Proprietorship Sole: Business On Your Own Print E-mail
Personal Finance - Taxes

Proprietorship sole is the simplest legal structure if you're going into business on your own. A proprietorship sole is a one-person business that is not registered with the state as a corporation or a limited liability company (LLC). Essentially, there is no separation of the business from the owner in the formation of a sole proprietorship.

 

In some states, a sole proprietorship is referred to as a DBA (doing business as), as in "Jos' Smith, doing business as Smith Heating and Air Conditioning."

 

There is no need for hiring a lawyer, there's no need for corporate paperwork and fees, and you can be in operation tomorrow, theoretically.

 

Establishing a proprietorship sole is cheap and relatively uncomplicated. You don't have to file any papers to set it up -- you create a proprietorship sole just by going into business.

 

Without knowledge of yourself, you may have experienced proprietorship sole, which are so easy to set up and maintain.

 

For instance, if you are a freelance photographer or writer, a craftsperson who takes jobs on a contract basis, a salesperson who receives only commissions, or an independent contractor who isn't on an employer's regular payroll, you are automatically said to be having proprietorship sole or you may be called as sole proprietor.

 

However, although a proprietorship sole is the simplest of business structures, you shouldn't doze off at the wheel. In order to maintain legitimacy of your business, you may have to abide by local registration, business license, or permit laws.

 

Moreover, when it comes to tending your business, you should look sharp since for paying both incomes taxes and business debts, you are personally responsible.

 

For any business-related obligation, a sole proprietor can be held liable in person. This means that the creditor can legally come after your house or other possessions if your business doesn't pay a supplier, defaults on a debt, or loses a lawsuit.

 

Given below are two examples of Proprietorship Sole in case of personal liability for business debts.

 

Example 1:

 

George is the owner of a small manufacturing business. When business prospects look good, he orders $50,000 worth of supplies and uses them in creating merchandise.

 

Unfortunately, there's a sudden drop in demand for his products, and George can't sell the items he has produced. When the company that sold George the supplies demands payment, he can't pay the bill.

 

As sole proprietor, George is personally liable for this business obligation. This means that the creditor can sue him and target not only George's business assets, but also his personal property. This can include his house, his car, and his personal bank account.

 

Example 2:

 

Samuel is the owner of a flower shop. One day George, one of Samuel's employees, is delivering flowers using a truck owned by the business. George strikes and seriously injures a pedestrian. The injured pedestrian sues George, claiming that he drove carelessly and caused the accident.

 

The lawsuit names Samuel as a co-defendant. After a trial, the jury returns a large verdict against Samuel as owner of the business. Samuel is personally liable to the injured pedestrian. This means the pedestrian can go after all of Samuel's assets, business, and personal.

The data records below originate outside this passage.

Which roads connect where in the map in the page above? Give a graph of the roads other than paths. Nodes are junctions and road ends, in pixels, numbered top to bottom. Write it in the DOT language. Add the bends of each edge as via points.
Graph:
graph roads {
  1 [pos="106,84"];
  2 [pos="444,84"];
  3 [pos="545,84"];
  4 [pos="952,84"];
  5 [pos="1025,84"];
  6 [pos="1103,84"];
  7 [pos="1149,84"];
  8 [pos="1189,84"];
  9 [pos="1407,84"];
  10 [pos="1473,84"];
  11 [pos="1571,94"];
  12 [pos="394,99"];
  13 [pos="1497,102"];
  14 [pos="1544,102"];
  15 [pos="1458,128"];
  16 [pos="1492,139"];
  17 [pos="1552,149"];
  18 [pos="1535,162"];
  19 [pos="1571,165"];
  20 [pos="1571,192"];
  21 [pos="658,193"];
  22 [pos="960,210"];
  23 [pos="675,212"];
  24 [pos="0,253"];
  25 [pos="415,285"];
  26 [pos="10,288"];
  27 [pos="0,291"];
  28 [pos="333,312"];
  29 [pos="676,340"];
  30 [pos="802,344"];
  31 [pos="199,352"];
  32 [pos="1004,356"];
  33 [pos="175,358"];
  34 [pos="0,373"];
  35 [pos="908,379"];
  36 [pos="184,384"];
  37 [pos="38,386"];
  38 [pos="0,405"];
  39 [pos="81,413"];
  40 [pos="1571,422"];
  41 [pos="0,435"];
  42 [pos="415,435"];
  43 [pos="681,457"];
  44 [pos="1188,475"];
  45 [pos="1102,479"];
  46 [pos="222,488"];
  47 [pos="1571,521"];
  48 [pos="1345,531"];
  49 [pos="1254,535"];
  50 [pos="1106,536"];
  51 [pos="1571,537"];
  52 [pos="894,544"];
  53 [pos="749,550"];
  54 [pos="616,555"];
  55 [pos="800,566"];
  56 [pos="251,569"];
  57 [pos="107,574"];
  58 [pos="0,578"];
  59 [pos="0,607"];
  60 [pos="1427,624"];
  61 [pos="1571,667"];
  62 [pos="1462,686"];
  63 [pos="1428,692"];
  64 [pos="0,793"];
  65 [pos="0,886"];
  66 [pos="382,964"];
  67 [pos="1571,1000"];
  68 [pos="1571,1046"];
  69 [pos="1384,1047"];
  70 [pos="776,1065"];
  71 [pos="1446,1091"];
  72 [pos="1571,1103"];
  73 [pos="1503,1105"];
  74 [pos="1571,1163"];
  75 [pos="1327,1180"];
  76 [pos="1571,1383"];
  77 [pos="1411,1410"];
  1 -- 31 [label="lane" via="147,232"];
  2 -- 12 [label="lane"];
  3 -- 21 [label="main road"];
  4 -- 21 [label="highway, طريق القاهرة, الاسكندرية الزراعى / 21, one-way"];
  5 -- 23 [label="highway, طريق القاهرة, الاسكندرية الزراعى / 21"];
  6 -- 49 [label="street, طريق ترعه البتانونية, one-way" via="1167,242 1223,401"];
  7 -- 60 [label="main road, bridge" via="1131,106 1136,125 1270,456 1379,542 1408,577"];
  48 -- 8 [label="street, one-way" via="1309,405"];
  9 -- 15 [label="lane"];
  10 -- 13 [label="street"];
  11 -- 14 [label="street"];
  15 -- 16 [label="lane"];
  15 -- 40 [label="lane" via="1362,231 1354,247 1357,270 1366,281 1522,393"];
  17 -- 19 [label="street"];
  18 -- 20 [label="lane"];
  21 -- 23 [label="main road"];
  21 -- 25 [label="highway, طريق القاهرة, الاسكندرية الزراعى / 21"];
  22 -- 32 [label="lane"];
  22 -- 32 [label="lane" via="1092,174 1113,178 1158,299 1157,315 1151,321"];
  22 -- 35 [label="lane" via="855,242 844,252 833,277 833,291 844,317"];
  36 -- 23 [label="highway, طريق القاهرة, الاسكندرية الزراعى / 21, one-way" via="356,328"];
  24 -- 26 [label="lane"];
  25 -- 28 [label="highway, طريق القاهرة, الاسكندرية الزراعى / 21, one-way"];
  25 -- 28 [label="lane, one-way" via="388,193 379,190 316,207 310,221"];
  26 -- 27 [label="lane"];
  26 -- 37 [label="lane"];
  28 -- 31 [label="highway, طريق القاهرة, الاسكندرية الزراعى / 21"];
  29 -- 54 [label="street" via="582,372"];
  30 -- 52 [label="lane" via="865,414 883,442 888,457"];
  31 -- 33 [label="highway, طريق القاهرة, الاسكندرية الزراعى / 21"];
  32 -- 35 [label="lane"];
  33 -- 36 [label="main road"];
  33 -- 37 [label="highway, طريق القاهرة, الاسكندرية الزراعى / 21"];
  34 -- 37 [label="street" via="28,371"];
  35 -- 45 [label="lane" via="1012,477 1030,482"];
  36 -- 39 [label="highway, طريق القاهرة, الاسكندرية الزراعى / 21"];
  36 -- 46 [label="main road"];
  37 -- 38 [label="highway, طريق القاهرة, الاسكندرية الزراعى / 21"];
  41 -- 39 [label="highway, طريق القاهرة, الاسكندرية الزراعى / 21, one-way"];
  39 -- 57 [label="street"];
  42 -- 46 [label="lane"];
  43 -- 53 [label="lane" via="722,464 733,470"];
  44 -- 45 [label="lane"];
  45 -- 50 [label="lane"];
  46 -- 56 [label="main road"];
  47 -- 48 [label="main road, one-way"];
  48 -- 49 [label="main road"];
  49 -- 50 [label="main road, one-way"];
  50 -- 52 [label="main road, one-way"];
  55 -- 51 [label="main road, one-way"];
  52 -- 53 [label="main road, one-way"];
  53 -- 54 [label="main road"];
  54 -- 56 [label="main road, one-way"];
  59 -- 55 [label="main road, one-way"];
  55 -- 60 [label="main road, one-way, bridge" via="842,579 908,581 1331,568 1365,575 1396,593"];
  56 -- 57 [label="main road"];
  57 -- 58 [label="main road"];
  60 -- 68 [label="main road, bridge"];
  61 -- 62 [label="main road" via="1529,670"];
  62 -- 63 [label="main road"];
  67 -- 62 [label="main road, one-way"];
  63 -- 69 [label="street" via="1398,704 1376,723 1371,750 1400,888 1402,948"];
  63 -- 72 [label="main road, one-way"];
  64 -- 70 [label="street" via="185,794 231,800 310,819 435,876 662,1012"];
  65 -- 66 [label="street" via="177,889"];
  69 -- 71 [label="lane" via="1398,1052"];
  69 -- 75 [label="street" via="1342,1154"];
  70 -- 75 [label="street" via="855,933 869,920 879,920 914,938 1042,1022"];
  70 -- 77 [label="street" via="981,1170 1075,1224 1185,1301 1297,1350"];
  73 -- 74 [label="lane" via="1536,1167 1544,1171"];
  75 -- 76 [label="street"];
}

Sole Proprietorship - Points to Ponder

  • The startup costs for a proprietorship sole are minimal.

  • Owner has unlimited liability. Both the business and personal assets of the sole proprietor are subject to the claims of creditors.

  • Because a proprietorship sole is not a separate legal entity, it usually terminates when the owner becomes disabled, retires, or dies. As a result, the proprietorship sole lacks continuity and does not have continuous existence like other business organizations.

  • All profits and losses of the business are reported directly to the owner's income tax return.

  • It is difficult for a proprietorship sole to raise capital. Financial resources are generally limited to the owner's funds and any loans outsiders are willing to provide.

  • Owner could spend unlimited amount of time responding to business needs.

  • Easiest type of business organization to establish. There are no formal requirements for starting a proprietorship sole

  • Decision making is in direct hands of owner.

 

Setting up a sole proprietorship takes minimal effort. It's also the simplest type of business to structure and operate.

Steps

  1. Find out which local, state, and federal licenses and permits you need. Obtain them by contacting the Small Business Administration (SBA).

  2. Ensure that you have the right to use your chosen business name by checking with the office of deeds or the appropriate city office in your area. If you don't know which office to call, call the SBA. This way you can verify that the name has not already been taken.

  3. By registering the name of your business in the county where you do business, get a Fictitious Business Name Statement.

  4. Apply for an employer ID number with the IRS using Form SS-4.

  5. Apply for a state ID number with the Department of Revenue in the state in which you are forming your proprietorship sole. You need to have this number if you pay wages to employees, pay excise tax or have a Keogh retirement plan.

  6. Consider getting business insurance to protect your personal assets.